Besides, Corey Feldman does wear pointy black leather shoes with buckles on them with his so-called ensemble. In other words, it's not a complete disaster.

Taking a break from tearing apart Corey Feldman's signature look for just a second, I would like to point out that this film was directed by Rafal Zielinski and written by Patrick Labyorteaux. The fact that this film was directed by the man who brought us Valet Girls and Screwballs should come as no surprise, as it has the same sense of whimsy and off-kilter fun. However, Patrick Labyorteaux? Ram from Heathers? Out of all the actors who appeared in Heathers, the guy who played Ram was the last person I expected to get a screenplay produced. Why? It's simple, really. He's an idiot. Not Patrick Labyorteaux, the character he plays in Heathers.

A profound meditation on the meaning of life, National Lampoon's Last Resort is actually a sardonic satire, a wickedly funny one to boot, that attempts to shed some light on the importance of being true to yourself.

Is anyone buying that? (You lost them a long time ago.) When? (I'm not sure exactly, but going on  incessantly about Corey Feldman's fedoras didn't help your cause.) Again, I don't think pluralizing the word fedora is necessary, as I think Corey Feldman is trying to trick us into thinking he has an endless supply of fedoras by merely changing the hat band.

Getting through the opening credits of  National Lampoon's Last Resort without having a seizure will be a minor miracle, as bright colours and hypersonic camera work bombard the viewer almost immediately.

The sight of a mop-wielding Dave Eisenhower (Corey Haim) rollerblading in the kitchen of a fast-food restaurant with a virtual reality helmet on combined with the sight of Sam Carver (Corey Feldman) relaxing on the beach are the next images that greet us.

It turns out that Sam Carver isn't at the beach after all, he's just day-dreaming about being at the beach, and being surrounded by a bevy of babes in bikinis.
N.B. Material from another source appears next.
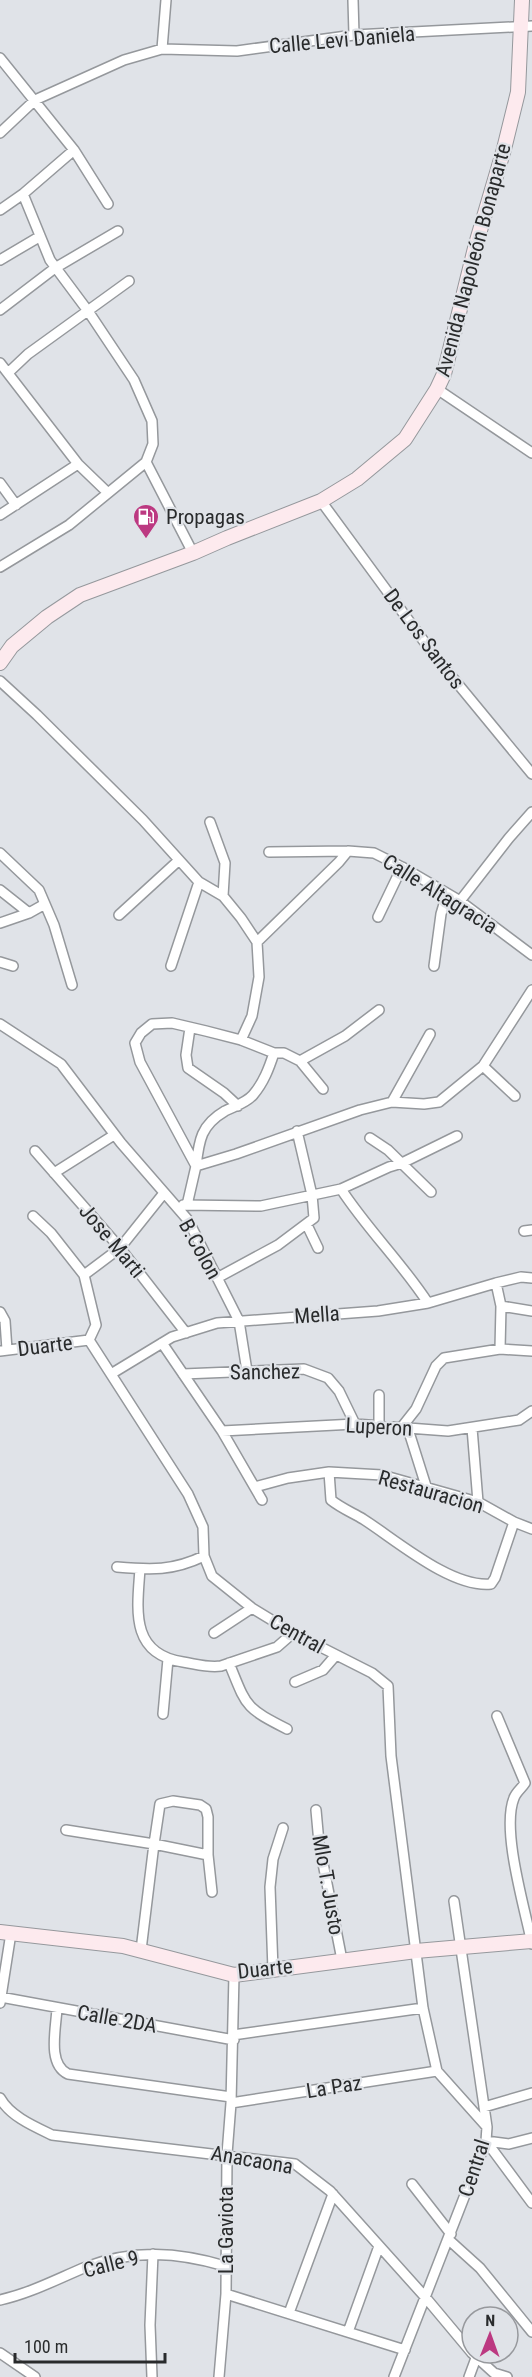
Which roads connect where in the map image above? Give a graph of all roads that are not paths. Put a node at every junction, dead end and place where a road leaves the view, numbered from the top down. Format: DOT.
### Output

In fact, he's working at the same fast-food joint as Dave, his best bud.

In his dream, Sam is wearing a black fedora with a white hat band. But in reality, Sam is wearing a black fedora with a red hat band while standing over a vat of fries. I wonder if there's any significance to the colours of his hat bands. I mean, why white for the dream, yet reality gets red? Hmmm.

You'll notice that all the bikini babes are wearing black and white as well. I know, pretty interesting, eh? If you thought that was interesting, wait until I tell you who's standing in line at the fast-food restaurant Sam and Dave work as at. (Well?) Oh, a member of the Detroit Red Wings. (I don't get it?) Don't you see? Red hat band, Red Wings. It's all connected, man.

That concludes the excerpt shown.